Aorta transplantation as a model to study hyperacute, acute, and chronic rejection of xenografts

To explore the mechanism of rejection of vascularized xenografts, we performed discordant and concordant transplantation of aortic grafts. Forty‐one guinea pig‐to‐rat and 50 hamster‐to‐rat aortic transplantations were performed successfully. Recipient rats were either untreated or treated three times per week with 10 mg/kg of cyclosporine (CsA) starting the day before transplantation. Recipients were sacrificed at various timepoints after transplantation and the grafts were processed for histology and immunohistochemistry. Guinea pig aortic grafts were rejected hyperacutely in both the control and CsA treated group. Four hours after transplantation all endothelial cells and some of the medial smooth muscle cells had disappeared. Seven days after transplantation the media were totally acellular, whereas the adventitia was enlarged due to infiltrating cells, consisting mainly of macrophages. At day 56, only traces of the original graft could be identified. Hamster aortic grafts developed signs of chronic rejection. In control rats, the intimal lesions could already be demonstrated in 17% of the rats at day 14, and in all rats from day 28. CsA treatment inhibited the development of the intimal lesions. At days 56 and 84 the difference in intimal thickness between the control group and the CsA treated group was statistically significant.
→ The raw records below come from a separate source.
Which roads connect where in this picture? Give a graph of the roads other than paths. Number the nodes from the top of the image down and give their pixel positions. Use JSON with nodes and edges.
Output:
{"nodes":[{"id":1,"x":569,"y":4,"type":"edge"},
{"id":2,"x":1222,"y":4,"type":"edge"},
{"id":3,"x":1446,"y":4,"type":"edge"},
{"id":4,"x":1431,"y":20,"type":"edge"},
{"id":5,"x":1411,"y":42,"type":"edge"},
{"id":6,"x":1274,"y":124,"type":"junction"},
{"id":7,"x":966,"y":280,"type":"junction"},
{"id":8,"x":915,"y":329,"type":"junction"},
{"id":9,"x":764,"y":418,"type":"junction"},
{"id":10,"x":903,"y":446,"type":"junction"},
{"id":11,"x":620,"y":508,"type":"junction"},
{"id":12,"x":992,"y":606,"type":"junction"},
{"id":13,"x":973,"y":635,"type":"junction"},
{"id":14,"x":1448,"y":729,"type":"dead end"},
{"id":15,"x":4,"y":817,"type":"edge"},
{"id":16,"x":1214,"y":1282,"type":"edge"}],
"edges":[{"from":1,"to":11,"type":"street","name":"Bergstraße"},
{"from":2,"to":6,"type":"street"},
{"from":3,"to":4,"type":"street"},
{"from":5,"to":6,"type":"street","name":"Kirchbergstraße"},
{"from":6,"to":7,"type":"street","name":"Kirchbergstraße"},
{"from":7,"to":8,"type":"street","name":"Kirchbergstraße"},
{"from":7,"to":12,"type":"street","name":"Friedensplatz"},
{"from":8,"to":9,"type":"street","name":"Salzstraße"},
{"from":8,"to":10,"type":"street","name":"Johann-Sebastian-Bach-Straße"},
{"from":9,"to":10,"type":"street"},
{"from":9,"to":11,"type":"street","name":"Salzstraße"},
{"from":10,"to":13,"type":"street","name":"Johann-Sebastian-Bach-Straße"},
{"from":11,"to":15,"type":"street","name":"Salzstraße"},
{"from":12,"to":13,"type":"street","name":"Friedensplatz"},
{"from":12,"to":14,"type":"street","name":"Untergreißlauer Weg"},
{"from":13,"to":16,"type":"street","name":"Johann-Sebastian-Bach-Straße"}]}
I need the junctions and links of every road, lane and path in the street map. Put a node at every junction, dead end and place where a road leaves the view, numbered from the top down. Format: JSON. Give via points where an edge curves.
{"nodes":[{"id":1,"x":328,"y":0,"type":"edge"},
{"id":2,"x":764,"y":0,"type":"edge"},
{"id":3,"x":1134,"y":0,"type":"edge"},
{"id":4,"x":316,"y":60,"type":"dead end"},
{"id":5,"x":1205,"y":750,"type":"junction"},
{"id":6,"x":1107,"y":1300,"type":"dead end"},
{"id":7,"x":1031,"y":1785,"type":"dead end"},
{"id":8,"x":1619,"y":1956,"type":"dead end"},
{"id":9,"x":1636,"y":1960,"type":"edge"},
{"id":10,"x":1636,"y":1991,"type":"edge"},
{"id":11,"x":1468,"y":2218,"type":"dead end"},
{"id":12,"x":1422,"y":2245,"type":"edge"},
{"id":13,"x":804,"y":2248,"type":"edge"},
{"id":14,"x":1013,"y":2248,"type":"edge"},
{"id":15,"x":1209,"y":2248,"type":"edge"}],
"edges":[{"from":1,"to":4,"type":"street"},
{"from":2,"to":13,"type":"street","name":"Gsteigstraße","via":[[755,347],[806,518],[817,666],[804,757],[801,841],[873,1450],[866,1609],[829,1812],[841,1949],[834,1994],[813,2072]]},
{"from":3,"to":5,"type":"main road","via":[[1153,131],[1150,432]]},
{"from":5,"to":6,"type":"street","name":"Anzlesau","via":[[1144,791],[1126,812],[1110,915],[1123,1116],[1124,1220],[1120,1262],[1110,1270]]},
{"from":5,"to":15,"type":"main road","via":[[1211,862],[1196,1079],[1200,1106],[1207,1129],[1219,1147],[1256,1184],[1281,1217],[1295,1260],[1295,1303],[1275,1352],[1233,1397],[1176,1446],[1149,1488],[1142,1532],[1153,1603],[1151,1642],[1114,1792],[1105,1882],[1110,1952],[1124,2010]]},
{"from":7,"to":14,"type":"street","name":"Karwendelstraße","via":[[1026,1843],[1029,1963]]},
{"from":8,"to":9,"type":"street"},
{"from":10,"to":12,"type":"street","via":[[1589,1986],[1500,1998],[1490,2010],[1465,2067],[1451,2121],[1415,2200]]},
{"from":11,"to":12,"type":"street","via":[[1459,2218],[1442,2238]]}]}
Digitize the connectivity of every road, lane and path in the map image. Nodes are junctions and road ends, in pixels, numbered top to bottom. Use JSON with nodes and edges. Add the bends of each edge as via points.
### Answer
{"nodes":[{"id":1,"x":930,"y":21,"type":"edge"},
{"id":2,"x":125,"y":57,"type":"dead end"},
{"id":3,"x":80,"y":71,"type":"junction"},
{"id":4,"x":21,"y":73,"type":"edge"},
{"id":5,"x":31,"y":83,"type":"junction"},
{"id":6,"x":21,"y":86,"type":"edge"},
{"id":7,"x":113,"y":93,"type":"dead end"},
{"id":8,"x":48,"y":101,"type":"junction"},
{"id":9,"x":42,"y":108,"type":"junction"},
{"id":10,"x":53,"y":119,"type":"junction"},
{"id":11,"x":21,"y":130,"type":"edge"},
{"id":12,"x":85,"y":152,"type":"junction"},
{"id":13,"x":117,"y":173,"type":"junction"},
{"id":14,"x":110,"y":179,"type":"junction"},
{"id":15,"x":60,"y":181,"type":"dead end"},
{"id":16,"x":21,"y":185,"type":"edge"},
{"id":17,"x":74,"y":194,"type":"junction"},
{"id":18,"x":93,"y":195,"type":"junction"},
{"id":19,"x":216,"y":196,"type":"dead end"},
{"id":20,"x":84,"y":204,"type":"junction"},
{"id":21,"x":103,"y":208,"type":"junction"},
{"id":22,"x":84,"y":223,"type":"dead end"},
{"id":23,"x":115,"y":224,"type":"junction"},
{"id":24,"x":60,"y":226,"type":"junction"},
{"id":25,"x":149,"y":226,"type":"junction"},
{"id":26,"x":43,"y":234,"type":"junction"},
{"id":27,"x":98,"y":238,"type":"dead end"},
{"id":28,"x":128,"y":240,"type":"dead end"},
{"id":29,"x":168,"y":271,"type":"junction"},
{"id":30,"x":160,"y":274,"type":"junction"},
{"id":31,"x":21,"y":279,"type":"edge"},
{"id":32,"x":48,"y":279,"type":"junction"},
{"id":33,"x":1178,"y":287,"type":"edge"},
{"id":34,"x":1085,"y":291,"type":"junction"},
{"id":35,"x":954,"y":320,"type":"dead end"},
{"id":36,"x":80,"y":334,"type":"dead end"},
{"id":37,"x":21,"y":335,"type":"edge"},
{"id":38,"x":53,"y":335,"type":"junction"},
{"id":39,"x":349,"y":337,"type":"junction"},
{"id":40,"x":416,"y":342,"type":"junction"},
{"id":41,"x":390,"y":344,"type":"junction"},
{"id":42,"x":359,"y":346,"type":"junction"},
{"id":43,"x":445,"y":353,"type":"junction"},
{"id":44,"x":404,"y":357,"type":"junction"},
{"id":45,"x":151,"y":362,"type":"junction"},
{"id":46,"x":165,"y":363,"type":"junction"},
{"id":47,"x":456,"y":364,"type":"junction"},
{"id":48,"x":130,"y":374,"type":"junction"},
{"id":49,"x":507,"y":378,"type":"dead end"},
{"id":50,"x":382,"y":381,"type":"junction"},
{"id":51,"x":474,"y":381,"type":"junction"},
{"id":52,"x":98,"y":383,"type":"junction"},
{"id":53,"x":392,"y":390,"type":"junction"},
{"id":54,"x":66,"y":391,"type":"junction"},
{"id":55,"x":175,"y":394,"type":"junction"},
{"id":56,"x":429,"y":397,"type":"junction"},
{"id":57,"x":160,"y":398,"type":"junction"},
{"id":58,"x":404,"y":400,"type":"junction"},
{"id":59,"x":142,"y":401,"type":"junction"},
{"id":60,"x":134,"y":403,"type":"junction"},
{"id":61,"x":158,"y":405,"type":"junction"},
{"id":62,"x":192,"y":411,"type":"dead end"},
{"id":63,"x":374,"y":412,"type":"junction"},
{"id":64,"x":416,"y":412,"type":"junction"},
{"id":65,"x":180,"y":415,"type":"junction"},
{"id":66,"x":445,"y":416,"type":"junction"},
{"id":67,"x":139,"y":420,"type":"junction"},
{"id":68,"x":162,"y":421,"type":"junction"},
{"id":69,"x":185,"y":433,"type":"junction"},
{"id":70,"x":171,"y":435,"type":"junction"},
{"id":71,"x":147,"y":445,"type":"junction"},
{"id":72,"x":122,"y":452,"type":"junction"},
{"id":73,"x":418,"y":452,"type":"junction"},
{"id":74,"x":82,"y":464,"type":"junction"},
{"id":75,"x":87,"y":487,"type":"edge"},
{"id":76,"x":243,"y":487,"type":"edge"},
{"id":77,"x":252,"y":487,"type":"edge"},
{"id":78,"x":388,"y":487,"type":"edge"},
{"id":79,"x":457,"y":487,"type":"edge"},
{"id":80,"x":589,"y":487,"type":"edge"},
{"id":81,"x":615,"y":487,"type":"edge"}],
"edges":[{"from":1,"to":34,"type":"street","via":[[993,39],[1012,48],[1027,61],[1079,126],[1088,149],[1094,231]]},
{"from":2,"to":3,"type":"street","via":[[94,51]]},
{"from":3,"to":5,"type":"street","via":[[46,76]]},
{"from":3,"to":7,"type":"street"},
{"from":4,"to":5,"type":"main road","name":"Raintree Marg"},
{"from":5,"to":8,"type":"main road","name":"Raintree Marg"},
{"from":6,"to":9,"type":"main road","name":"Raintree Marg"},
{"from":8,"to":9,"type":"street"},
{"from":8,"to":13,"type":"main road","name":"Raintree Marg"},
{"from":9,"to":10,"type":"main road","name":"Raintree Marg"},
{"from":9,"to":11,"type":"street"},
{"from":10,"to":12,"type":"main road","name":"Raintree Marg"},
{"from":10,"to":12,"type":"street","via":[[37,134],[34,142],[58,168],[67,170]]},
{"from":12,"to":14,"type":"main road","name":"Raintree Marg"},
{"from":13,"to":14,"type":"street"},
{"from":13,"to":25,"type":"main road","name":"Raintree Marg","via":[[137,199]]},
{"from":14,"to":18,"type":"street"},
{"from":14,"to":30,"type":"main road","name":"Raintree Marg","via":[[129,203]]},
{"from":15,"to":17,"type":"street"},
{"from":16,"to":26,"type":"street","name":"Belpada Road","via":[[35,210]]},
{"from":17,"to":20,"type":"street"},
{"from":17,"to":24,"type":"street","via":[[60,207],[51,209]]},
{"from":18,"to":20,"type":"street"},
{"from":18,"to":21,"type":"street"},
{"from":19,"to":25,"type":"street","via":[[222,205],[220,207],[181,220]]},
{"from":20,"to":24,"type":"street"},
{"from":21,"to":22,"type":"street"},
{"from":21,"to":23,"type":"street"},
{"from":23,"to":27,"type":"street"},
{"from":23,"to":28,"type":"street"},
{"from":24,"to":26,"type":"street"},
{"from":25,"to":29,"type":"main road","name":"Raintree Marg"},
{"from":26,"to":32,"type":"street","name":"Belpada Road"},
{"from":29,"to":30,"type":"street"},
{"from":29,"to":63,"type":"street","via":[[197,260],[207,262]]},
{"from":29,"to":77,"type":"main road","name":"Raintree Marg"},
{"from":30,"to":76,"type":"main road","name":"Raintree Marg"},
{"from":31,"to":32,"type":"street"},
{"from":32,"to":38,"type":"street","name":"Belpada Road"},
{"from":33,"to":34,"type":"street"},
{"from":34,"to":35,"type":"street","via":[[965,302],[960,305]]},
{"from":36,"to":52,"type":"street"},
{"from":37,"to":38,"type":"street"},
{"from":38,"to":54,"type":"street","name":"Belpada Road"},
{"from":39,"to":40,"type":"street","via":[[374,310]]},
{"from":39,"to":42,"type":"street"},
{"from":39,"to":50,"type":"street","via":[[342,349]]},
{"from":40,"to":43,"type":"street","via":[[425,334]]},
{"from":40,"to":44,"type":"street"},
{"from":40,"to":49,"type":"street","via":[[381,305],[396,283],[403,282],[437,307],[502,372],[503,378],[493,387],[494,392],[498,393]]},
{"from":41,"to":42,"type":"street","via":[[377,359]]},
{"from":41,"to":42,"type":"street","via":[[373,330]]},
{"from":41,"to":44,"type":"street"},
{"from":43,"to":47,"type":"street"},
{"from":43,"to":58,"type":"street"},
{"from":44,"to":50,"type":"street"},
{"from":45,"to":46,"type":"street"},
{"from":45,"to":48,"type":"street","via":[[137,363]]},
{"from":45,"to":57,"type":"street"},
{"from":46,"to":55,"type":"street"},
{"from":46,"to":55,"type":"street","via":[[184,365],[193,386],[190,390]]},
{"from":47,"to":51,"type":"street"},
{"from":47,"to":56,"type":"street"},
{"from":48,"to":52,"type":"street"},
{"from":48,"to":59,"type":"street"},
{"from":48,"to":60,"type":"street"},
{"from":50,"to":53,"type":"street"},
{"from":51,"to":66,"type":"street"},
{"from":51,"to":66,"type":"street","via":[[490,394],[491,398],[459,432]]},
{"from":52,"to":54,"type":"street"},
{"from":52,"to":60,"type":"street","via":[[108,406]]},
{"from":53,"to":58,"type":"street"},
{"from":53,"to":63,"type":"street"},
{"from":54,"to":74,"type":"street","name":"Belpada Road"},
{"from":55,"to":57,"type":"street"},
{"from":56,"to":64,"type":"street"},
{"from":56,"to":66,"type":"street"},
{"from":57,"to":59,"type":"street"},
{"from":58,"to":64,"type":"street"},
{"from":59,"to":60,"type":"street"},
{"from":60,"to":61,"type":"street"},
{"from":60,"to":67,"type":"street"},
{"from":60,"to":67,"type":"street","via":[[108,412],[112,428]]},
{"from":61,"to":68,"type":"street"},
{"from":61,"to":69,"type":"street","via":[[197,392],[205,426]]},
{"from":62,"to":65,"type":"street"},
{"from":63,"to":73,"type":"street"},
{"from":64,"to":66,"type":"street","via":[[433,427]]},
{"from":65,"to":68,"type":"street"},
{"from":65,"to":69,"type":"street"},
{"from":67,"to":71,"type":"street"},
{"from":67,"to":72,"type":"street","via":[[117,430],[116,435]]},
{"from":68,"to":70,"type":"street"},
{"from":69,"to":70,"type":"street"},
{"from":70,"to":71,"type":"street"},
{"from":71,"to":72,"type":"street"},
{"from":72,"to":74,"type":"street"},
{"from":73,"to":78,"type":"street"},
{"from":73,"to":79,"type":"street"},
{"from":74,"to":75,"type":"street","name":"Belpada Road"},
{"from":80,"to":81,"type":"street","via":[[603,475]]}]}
The cellularity of the media of the hamster grafts remained constant during the first 21 days in both groups but declined sharply thereafter as a consequence of migration or necrosis of myocytes. The thickness of the adventitia in both groups increased after transplantation, due to infiltrating macrophages and T cells, reaching a peak at day 14. In conclusion, the aorta transplantation model provides useful information with regard to the development of chronic rejection in concordant grafts. Discordant aortic grafts are rejected hyperacutely just like discordant heart grafts.